The USD/CAD pair fell during the session on Monday, but
managed to bounce in order to form a hammer by the end of the trading day.
Interestingly enough, the oil markets looked relatively weak on a day that a
massive tropical storm was heading towards many of the major refineries in the
Gulf of Mexico. In fact, the storm is expected to be a level I hurricane by the
time it hits land, and this should have in fact on refinery capacity.

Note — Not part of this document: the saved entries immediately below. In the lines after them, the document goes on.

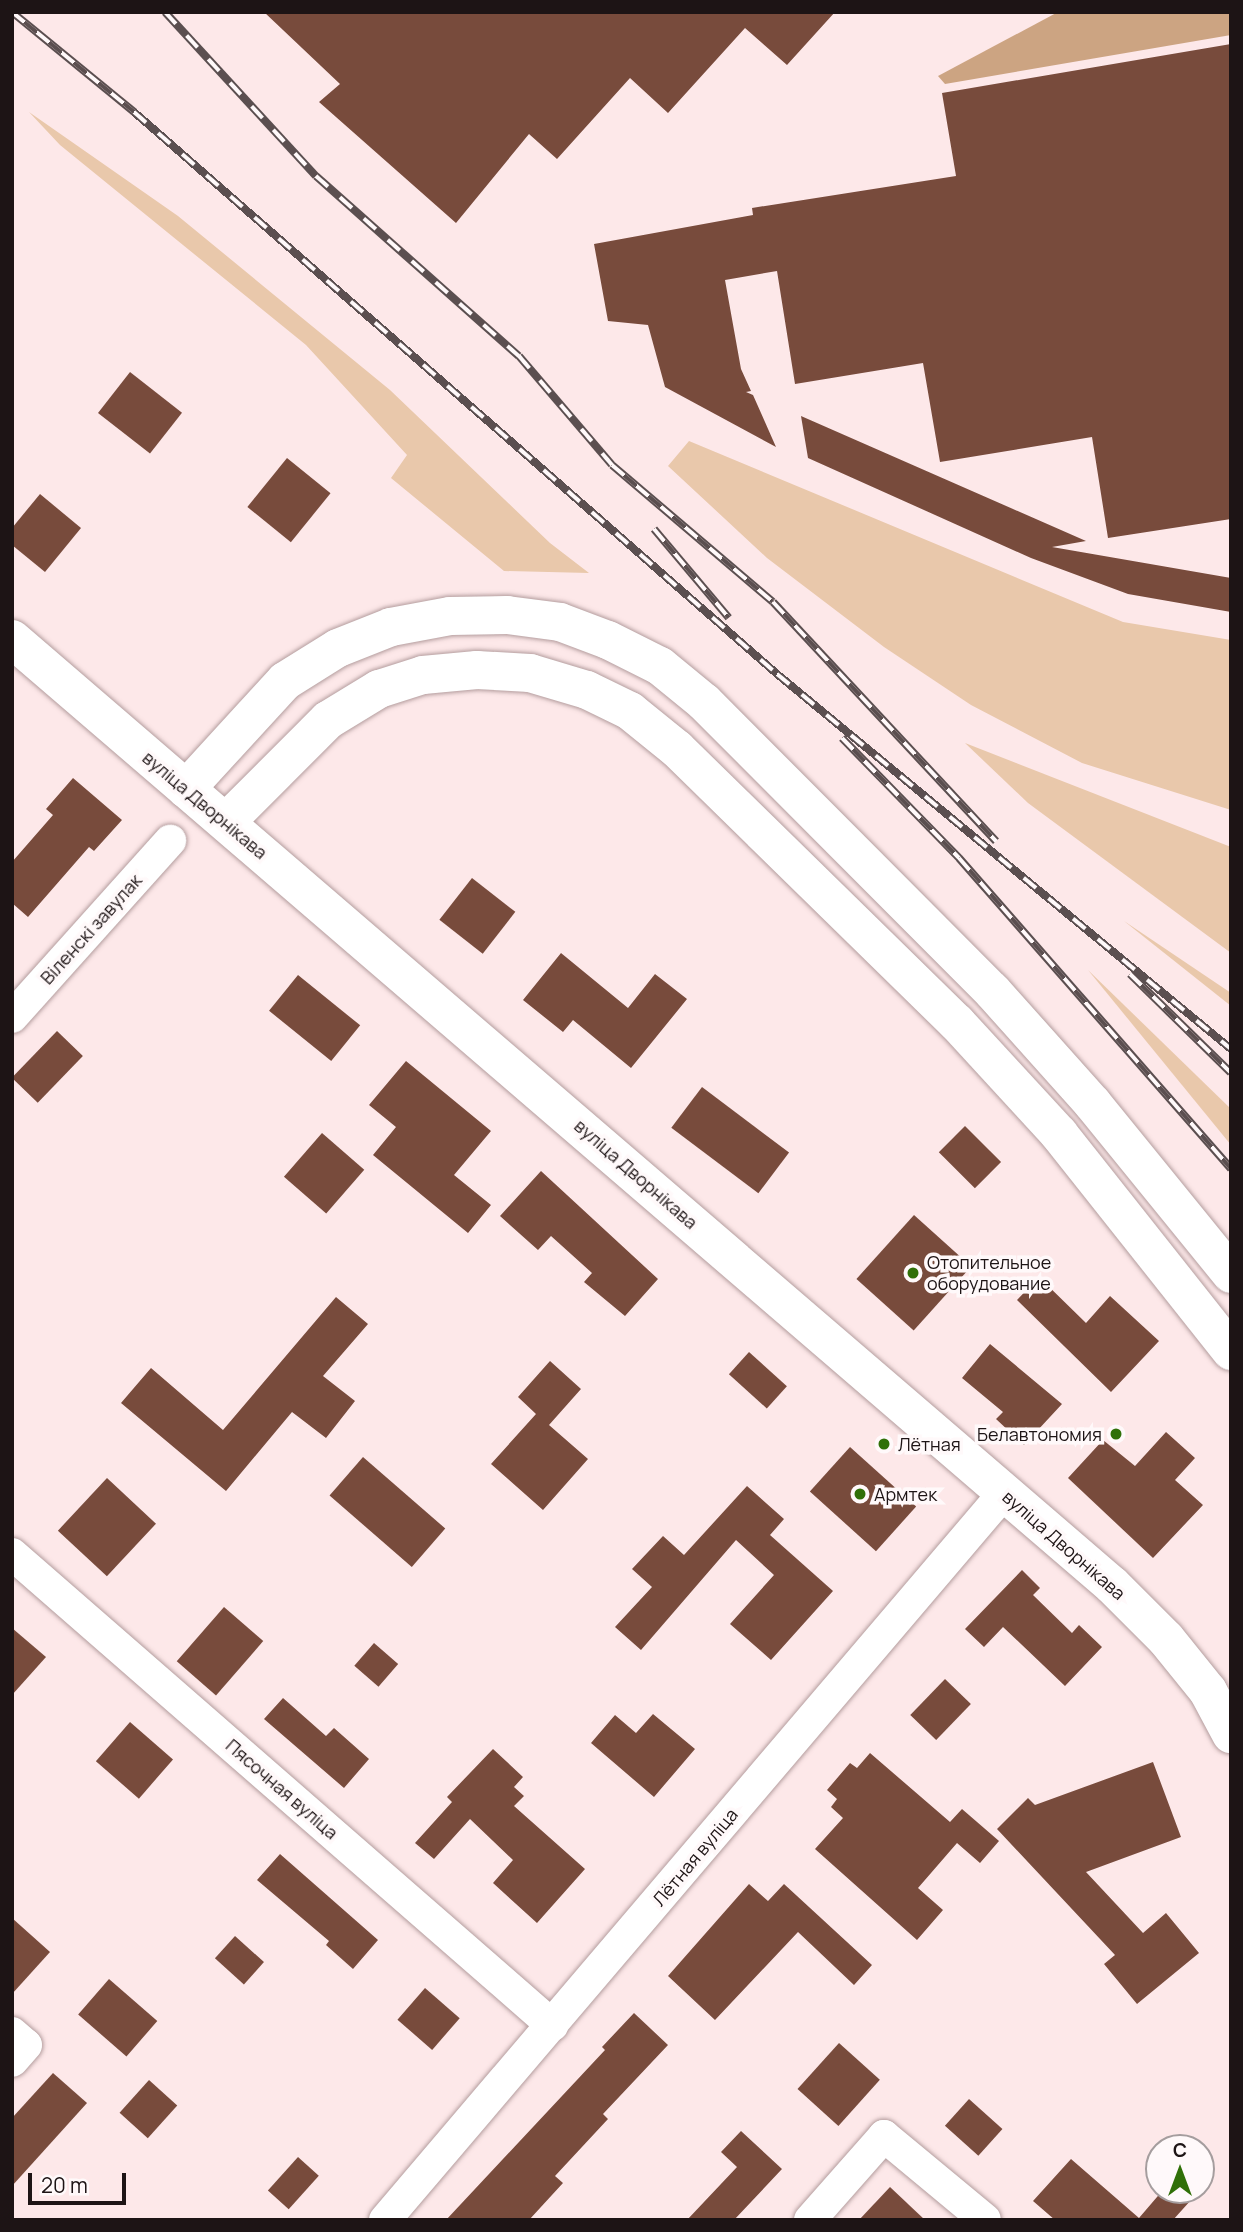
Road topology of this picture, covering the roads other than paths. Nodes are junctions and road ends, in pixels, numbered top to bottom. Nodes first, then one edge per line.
1 (12, 639) edge
2 (186, 789) junction
3 (226, 822) junction
4 (170, 841) dead end
5 (12, 1017) edge
6 (1231, 1274) edge
7 (1231, 1351) edge
8 (1004, 1493) junction
9 (12, 1554) edge
10 (1231, 1734) edge
11 (552, 2025) junction
12 (12, 2033) edge
13 (12, 2061) edge
14 (385, 2220) edge
15 (810, 2220) edge
16 (985, 2220) edge

1 - 2 main road, вуліца Дворнікава
2 - 3 main road, вуліца Дворнікава
2 - 6 main road
3 - 7 main road
3 - 8 main road, вуліца Дворнікава
4 - 5 street, Віленскі завулак
8 - 10 main road, вуліца Дворнікава
8 - 11 street, Лётная вуліца
9 - 11 street, Пясочная вуліца
11 - 14 street, Лётная вуліца
12 - 13 street
15 - 16 street

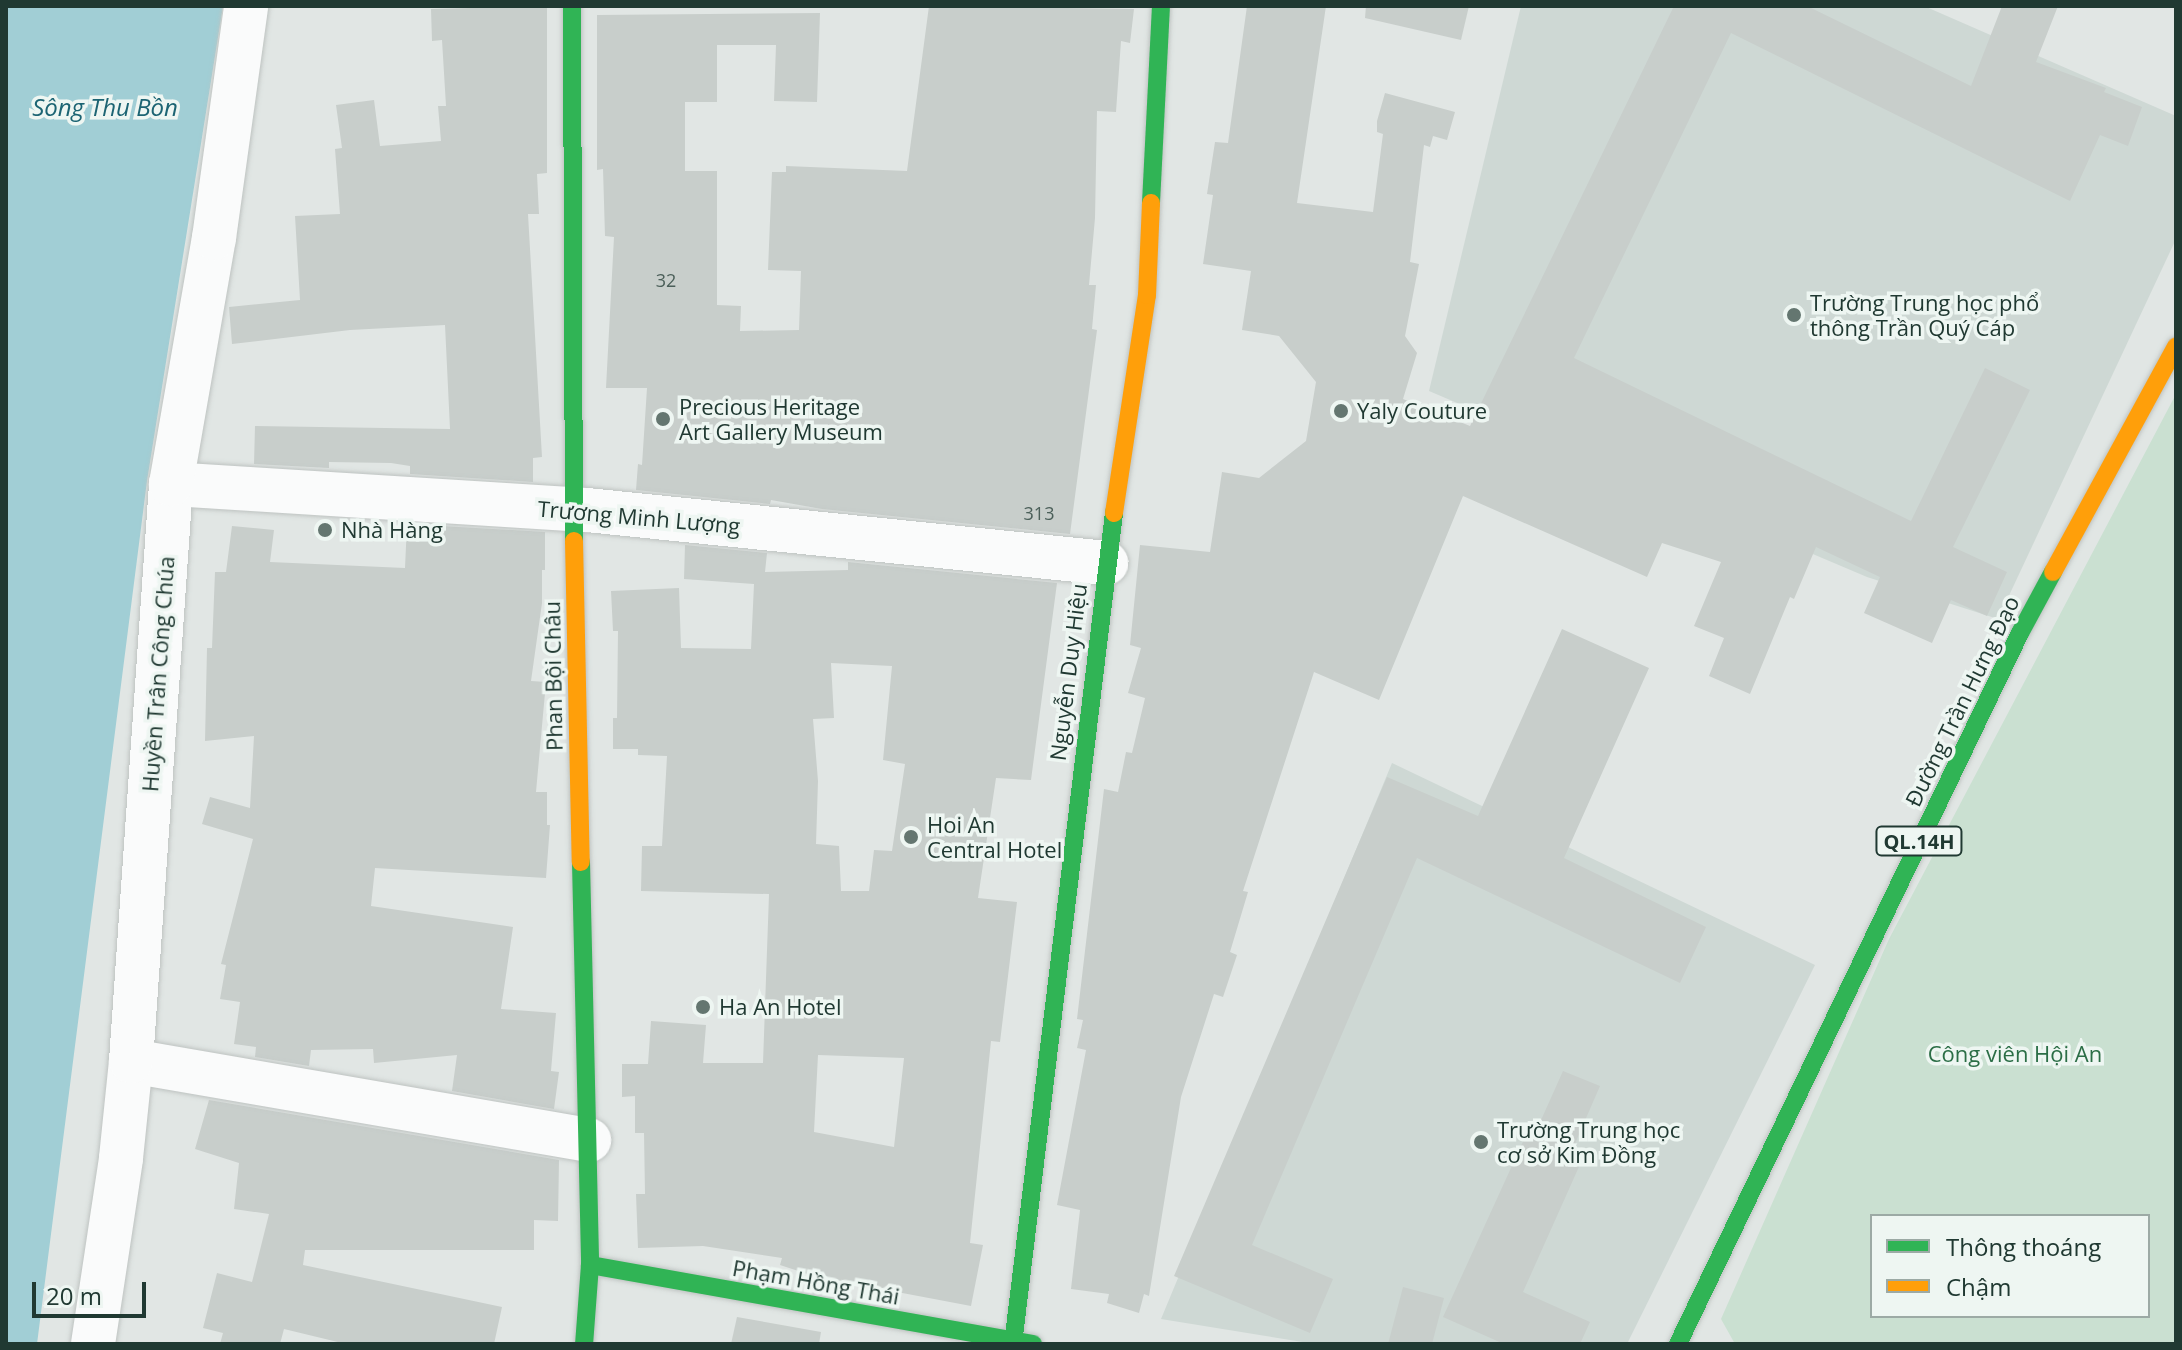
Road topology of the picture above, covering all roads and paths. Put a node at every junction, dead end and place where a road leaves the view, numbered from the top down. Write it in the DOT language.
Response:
graph roads {
  1 [pos="246,6"];
  2 [pos="572,6"];
  3 [pos="1161,6"];
  4 [pos="2176,346"];
  5 [pos="171,484"];
  6 [pos="573,509"];
  7 [pos="1106,563"];
  8 [pos="131,1061"];
  9 [pos="589,1140"];
  10 [pos="590,1265"];
  11 [pos="1013,1343"];
  12 [pos="93,1344"];
  13 [pos="584,1344"];
  14 [pos="1033,1344"];
  15 [pos="1678,1344"];
  1 -- 5 [label="street, Huyền Trân Công Chúa"];
  2 -- 6 [label="main road, Phan Bội Châu"];
  3 -- 7 [label="main road, Nguyễn Duy Hiệu"];
  4 -- 15 [label="main road, Đường Trần Hưng Đạo / QL.14H"];
  5 -- 6 [label="street, Trương Minh Lượng"];
  5 -- 8 [label="street, Huyền Trân Công Chúa"];
  6 -- 7 [label="street, Trương Minh Lượng"];
  6 -- 9 [label="main road, Phan Bội Châu"];
  7 -- 11 [label="main road, Nguyễn Duy Hiệu"];
  8 -- 9 [label="street"];
  8 -- 12 [label="street, Huyền Trân Công Chúa"];
  9 -- 10 [label="main road, Phan Bội Châu"];
  10 -- 11 [label="main road, Phạm Hồng Thái"];
  10 -- 13 [label="main road, Phan Bội Châu"];
  11 -- 14 [label="main road, Phạm Hồng Thái"];
}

However, it looks like the market may be read pricing the
idea of quantitative easing coming out on Friday from the United States. With
the Jackson Hole, Wyoming meeting on Friday that features a statement by
Federal Reserve Chairman Ben Bernanke still lurking in the background, the
markets may actually start to put a bid in for the US dollar as many are
starting to rethink whether or not quantitative easing will be announced this
week.
This pair is highly sensitive to this
kind of action, as the Canadian economy is so dependent on the United States
for its exports. In fact, Canada exports over 85% of the goods it sends out of
the country to the Americans, and of course what happens in America is
massively important to Canada as a result. With this being said, if the Dollar
starts to strengthen we could see a lot of momentum start back up.
Looking at the charts, we are actually at the bottom of a
larger consolidation area that extends from 1.04 to the 0.98 level. If we
bounce from here, we would simply be continuing the consolidation that the
market has been in for several months. In fact, this has been the bottom of the
range for the last year, and as not much has changed it is hard to think that
the currency should be priced any differently.
On a break of the highs from last week, we are more than
willing to go long as it would show a bit of a momentum shift in this market.
Obviously we could have fairly tight stops as the 0.98 level must hold as
support. As for selling, we will not do it until 0.98 gives way on a daily
close.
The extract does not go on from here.